Exercise directions: Pictures aside, output each record exactly.

Stored data:
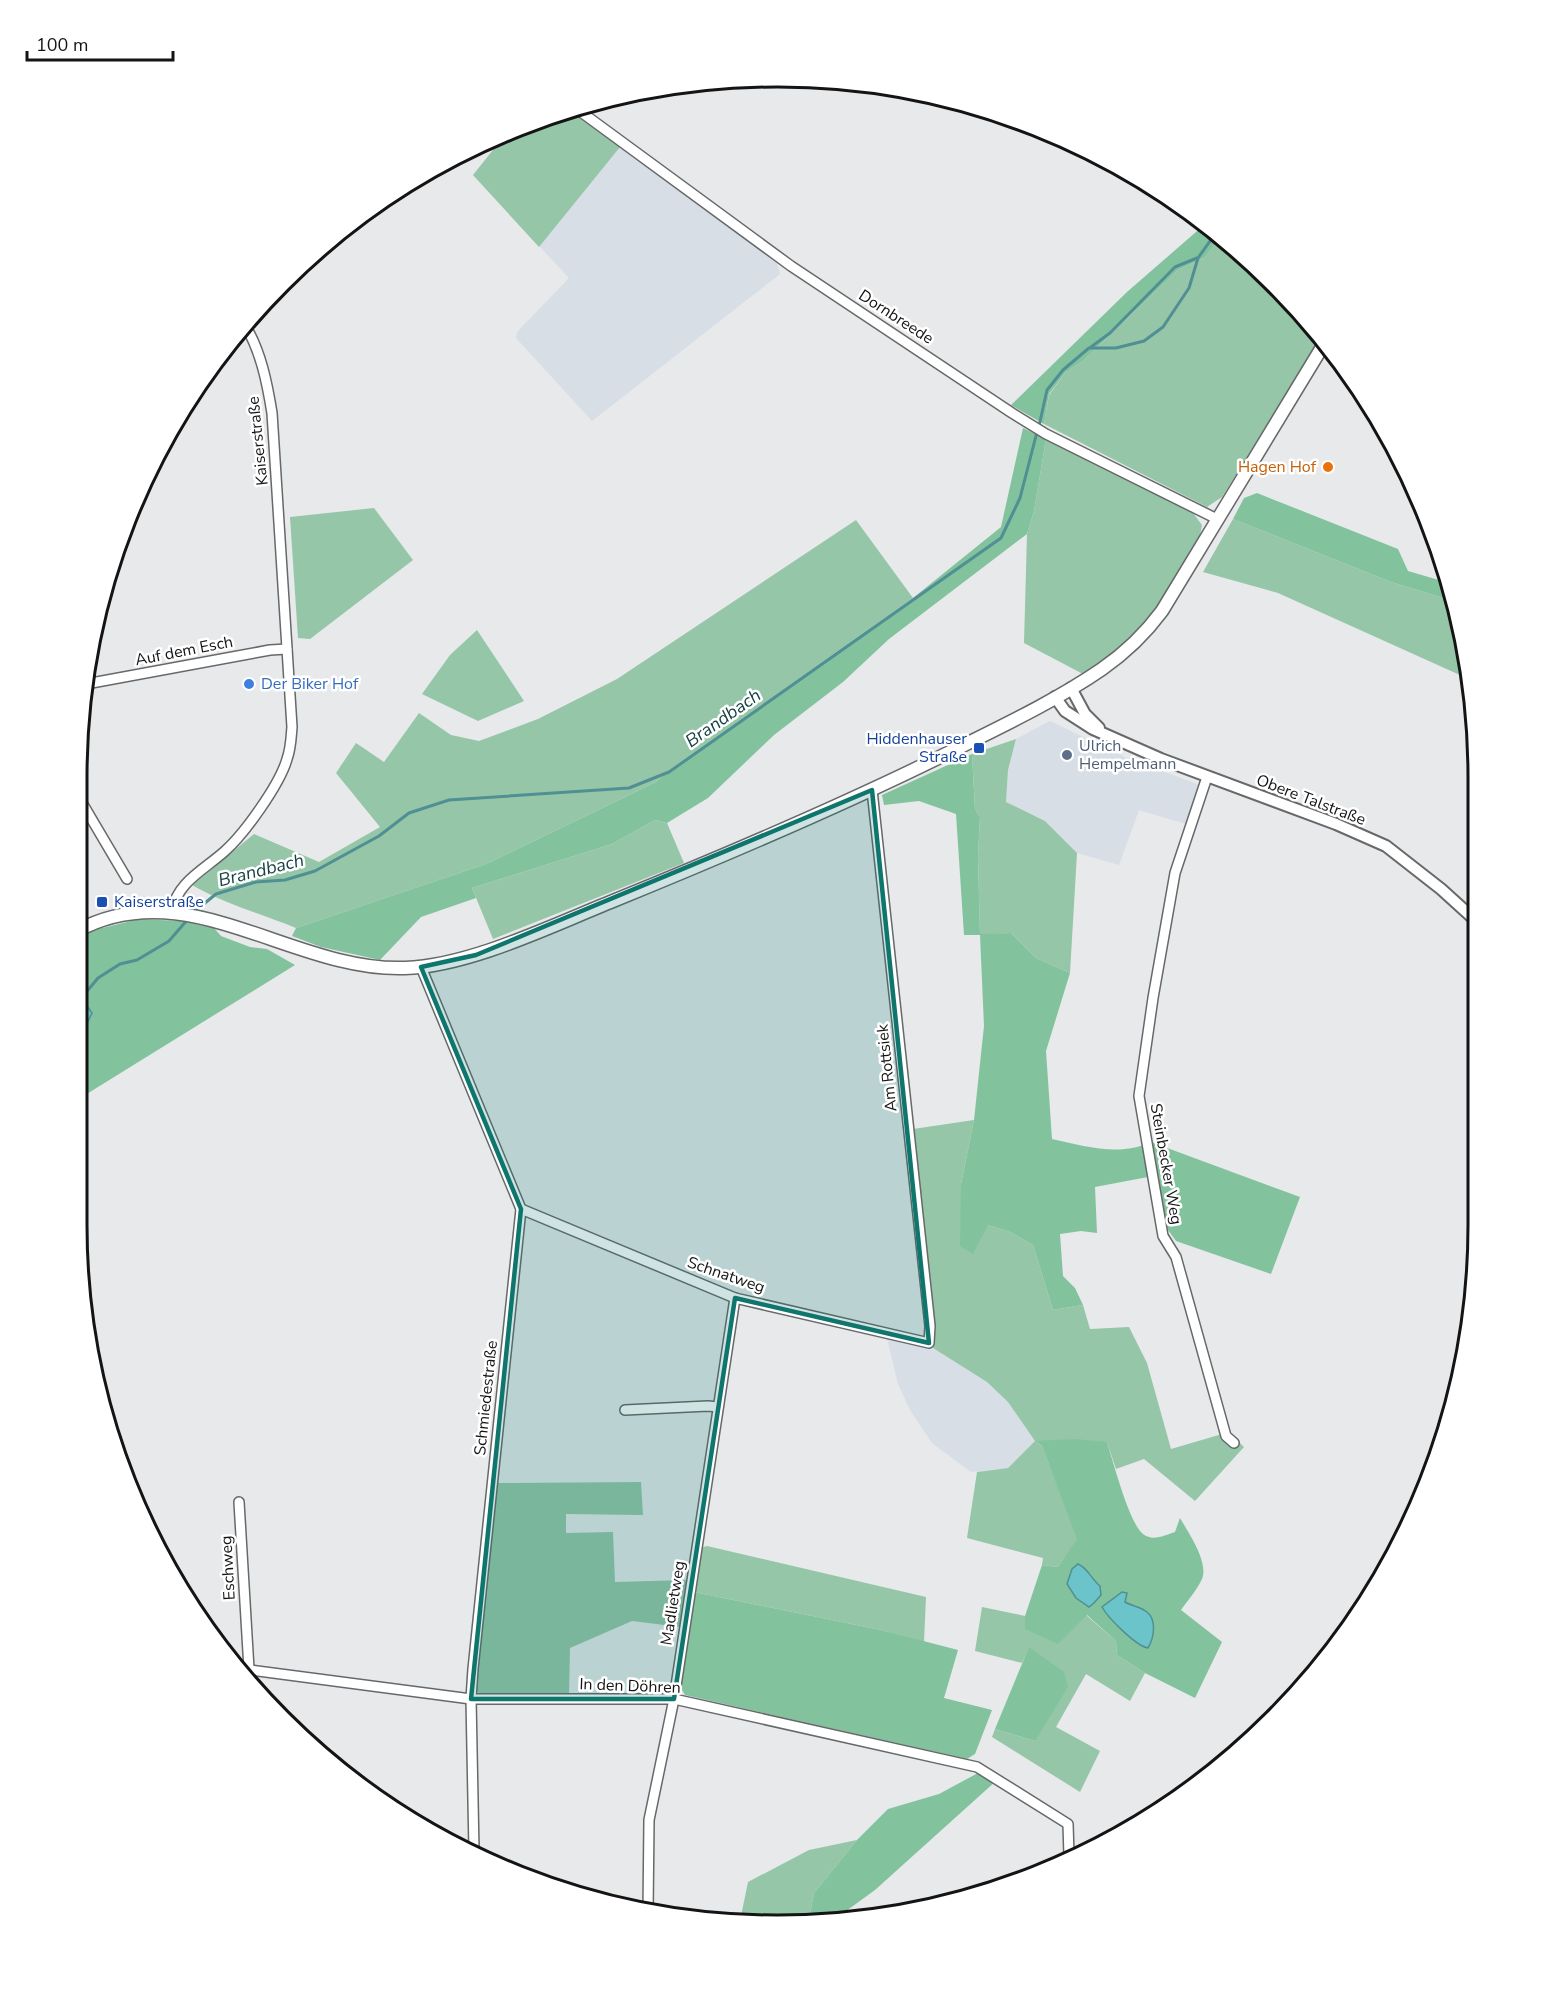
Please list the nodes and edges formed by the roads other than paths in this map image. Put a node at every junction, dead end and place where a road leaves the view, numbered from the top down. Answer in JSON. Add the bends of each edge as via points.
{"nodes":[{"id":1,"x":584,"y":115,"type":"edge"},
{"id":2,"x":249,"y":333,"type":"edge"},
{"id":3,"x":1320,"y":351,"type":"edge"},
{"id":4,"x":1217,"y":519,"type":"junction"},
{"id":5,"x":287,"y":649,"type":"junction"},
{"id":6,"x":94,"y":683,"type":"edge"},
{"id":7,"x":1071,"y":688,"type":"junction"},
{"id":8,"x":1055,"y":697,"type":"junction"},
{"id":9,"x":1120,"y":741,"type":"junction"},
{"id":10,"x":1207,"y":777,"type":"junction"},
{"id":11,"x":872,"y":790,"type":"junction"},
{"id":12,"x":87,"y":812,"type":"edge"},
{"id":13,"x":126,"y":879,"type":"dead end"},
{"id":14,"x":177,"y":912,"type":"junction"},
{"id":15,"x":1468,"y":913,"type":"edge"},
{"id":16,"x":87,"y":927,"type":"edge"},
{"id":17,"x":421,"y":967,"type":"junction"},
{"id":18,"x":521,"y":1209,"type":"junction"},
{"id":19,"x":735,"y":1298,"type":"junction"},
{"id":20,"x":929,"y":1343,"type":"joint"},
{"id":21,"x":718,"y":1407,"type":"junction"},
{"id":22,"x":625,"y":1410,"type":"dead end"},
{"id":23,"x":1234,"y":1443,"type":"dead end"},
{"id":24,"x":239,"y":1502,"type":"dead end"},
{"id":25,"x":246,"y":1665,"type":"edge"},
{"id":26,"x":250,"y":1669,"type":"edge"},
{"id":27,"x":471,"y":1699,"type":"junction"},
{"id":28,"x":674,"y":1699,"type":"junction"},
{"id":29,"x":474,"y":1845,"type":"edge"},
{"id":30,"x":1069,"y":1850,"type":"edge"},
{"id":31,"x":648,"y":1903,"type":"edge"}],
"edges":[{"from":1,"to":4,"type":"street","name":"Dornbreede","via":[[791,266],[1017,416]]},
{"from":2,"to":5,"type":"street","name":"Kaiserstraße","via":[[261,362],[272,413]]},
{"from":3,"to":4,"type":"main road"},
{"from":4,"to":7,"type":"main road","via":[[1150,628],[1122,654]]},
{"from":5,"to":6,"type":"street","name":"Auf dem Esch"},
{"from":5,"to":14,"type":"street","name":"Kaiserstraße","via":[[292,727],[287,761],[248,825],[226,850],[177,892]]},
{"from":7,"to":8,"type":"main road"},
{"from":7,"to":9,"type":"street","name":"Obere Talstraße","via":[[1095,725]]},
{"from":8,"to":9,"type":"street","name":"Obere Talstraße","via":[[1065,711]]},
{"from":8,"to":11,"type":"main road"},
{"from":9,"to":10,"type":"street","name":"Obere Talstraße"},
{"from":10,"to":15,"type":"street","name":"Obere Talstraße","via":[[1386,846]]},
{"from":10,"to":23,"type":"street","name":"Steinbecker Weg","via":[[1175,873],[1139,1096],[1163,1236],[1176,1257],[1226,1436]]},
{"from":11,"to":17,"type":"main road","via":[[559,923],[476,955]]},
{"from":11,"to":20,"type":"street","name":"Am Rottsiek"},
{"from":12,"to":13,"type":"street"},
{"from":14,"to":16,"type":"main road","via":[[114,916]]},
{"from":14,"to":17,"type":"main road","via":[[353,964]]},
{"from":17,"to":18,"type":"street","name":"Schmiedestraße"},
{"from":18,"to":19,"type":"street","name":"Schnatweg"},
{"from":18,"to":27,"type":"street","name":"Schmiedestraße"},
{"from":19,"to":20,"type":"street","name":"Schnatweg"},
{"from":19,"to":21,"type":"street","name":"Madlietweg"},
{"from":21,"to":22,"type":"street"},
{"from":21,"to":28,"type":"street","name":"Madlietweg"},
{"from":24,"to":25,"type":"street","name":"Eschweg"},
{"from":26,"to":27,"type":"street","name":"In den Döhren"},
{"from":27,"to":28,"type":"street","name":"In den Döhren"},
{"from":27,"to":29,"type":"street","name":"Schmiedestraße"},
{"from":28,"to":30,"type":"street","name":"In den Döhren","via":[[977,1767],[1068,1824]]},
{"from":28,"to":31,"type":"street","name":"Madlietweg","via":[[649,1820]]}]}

Solution to this task:
Please list the nodes and edges formed by the roads other than paths in this map image. Put a node at every junction, dead end and place where a road leaves the view, numbered from the top down. Answer in JSON. Add the bends of each edge as via points.
{"nodes":[{"id":1,"x":584,"y":115,"type":"edge"},
{"id":2,"x":249,"y":333,"type":"edge"},
{"id":3,"x":1320,"y":351,"type":"edge"},
{"id":4,"x":1217,"y":519,"type":"junction"},
{"id":5,"x":287,"y":649,"type":"junction"},
{"id":6,"x":94,"y":683,"type":"edge"},
{"id":7,"x":1071,"y":688,"type":"junction"},
{"id":8,"x":1055,"y":697,"type":"junction"},
{"id":9,"x":1120,"y":741,"type":"junction"},
{"id":10,"x":1207,"y":777,"type":"junction"},
{"id":11,"x":872,"y":790,"type":"junction"},
{"id":12,"x":87,"y":812,"type":"edge"},
{"id":13,"x":126,"y":879,"type":"dead end"},
{"id":14,"x":177,"y":912,"type":"junction"},
{"id":15,"x":1468,"y":913,"type":"edge"},
{"id":16,"x":87,"y":927,"type":"edge"},
{"id":17,"x":421,"y":967,"type":"junction"},
{"id":18,"x":521,"y":1209,"type":"junction"},
{"id":19,"x":735,"y":1298,"type":"junction"},
{"id":20,"x":929,"y":1343,"type":"joint"},
{"id":21,"x":718,"y":1407,"type":"junction"},
{"id":22,"x":625,"y":1410,"type":"dead end"},
{"id":23,"x":1234,"y":1443,"type":"dead end"},
{"id":24,"x":239,"y":1502,"type":"dead end"},
{"id":25,"x":246,"y":1665,"type":"edge"},
{"id":26,"x":250,"y":1669,"type":"edge"},
{"id":27,"x":471,"y":1699,"type":"junction"},
{"id":28,"x":674,"y":1699,"type":"junction"},
{"id":29,"x":474,"y":1845,"type":"edge"},
{"id":30,"x":1069,"y":1850,"type":"edge"},
{"id":31,"x":648,"y":1903,"type":"edge"}],
"edges":[{"from":1,"to":4,"type":"street","name":"Dornbreede","via":[[791,266],[1017,416]]},
{"from":2,"to":5,"type":"street","name":"Kaiserstraße","via":[[261,362],[272,413]]},
{"from":3,"to":4,"type":"main road"},
{"from":4,"to":7,"type":"main road","via":[[1150,628],[1122,654]]},
{"from":5,"to":6,"type":"street","name":"Auf dem Esch"},
{"from":5,"to":14,"type":"street","name":"Kaiserstraße","via":[[292,727],[287,761],[248,825],[226,850],[177,892]]},
{"from":7,"to":8,"type":"main road"},
{"from":7,"to":9,"type":"street","name":"Obere Talstraße","via":[[1095,725]]},
{"from":8,"to":9,"type":"street","name":"Obere Talstraße","via":[[1065,711]]},
{"from":8,"to":11,"type":"main road"},
{"from":9,"to":10,"type":"street","name":"Obere Talstraße"},
{"from":10,"to":15,"type":"street","name":"Obere Talstraße","via":[[1386,846]]},
{"from":10,"to":23,"type":"street","name":"Steinbecker Weg","via":[[1175,873],[1139,1096],[1163,1236],[1176,1257],[1226,1436]]},
{"from":11,"to":17,"type":"main road","via":[[559,923],[476,955]]},
{"from":11,"to":20,"type":"street","name":"Am Rottsiek"},
{"from":12,"to":13,"type":"street"},
{"from":14,"to":16,"type":"main road","via":[[114,916]]},
{"from":14,"to":17,"type":"main road","via":[[353,964]]},
{"from":17,"to":18,"type":"street","name":"Schmiedestraße"},
{"from":18,"to":19,"type":"street","name":"Schnatweg"},
{"from":18,"to":27,"type":"street","name":"Schmiedestraße"},
{"from":19,"to":20,"type":"street","name":"Schnatweg"},
{"from":19,"to":21,"type":"street","name":"Madlietweg"},
{"from":21,"to":22,"type":"street"},
{"from":21,"to":28,"type":"street","name":"Madlietweg"},
{"from":24,"to":25,"type":"street","name":"Eschweg"},
{"from":26,"to":27,"type":"street","name":"In den Döhren"},
{"from":27,"to":28,"type":"street","name":"In den Döhren"},
{"from":27,"to":29,"type":"street","name":"Schmiedestraße"},
{"from":28,"to":30,"type":"street","name":"In den Döhren","via":[[977,1767],[1068,1824]]},
{"from":28,"to":31,"type":"street","name":"Madlietweg","via":[[649,1820]]}]}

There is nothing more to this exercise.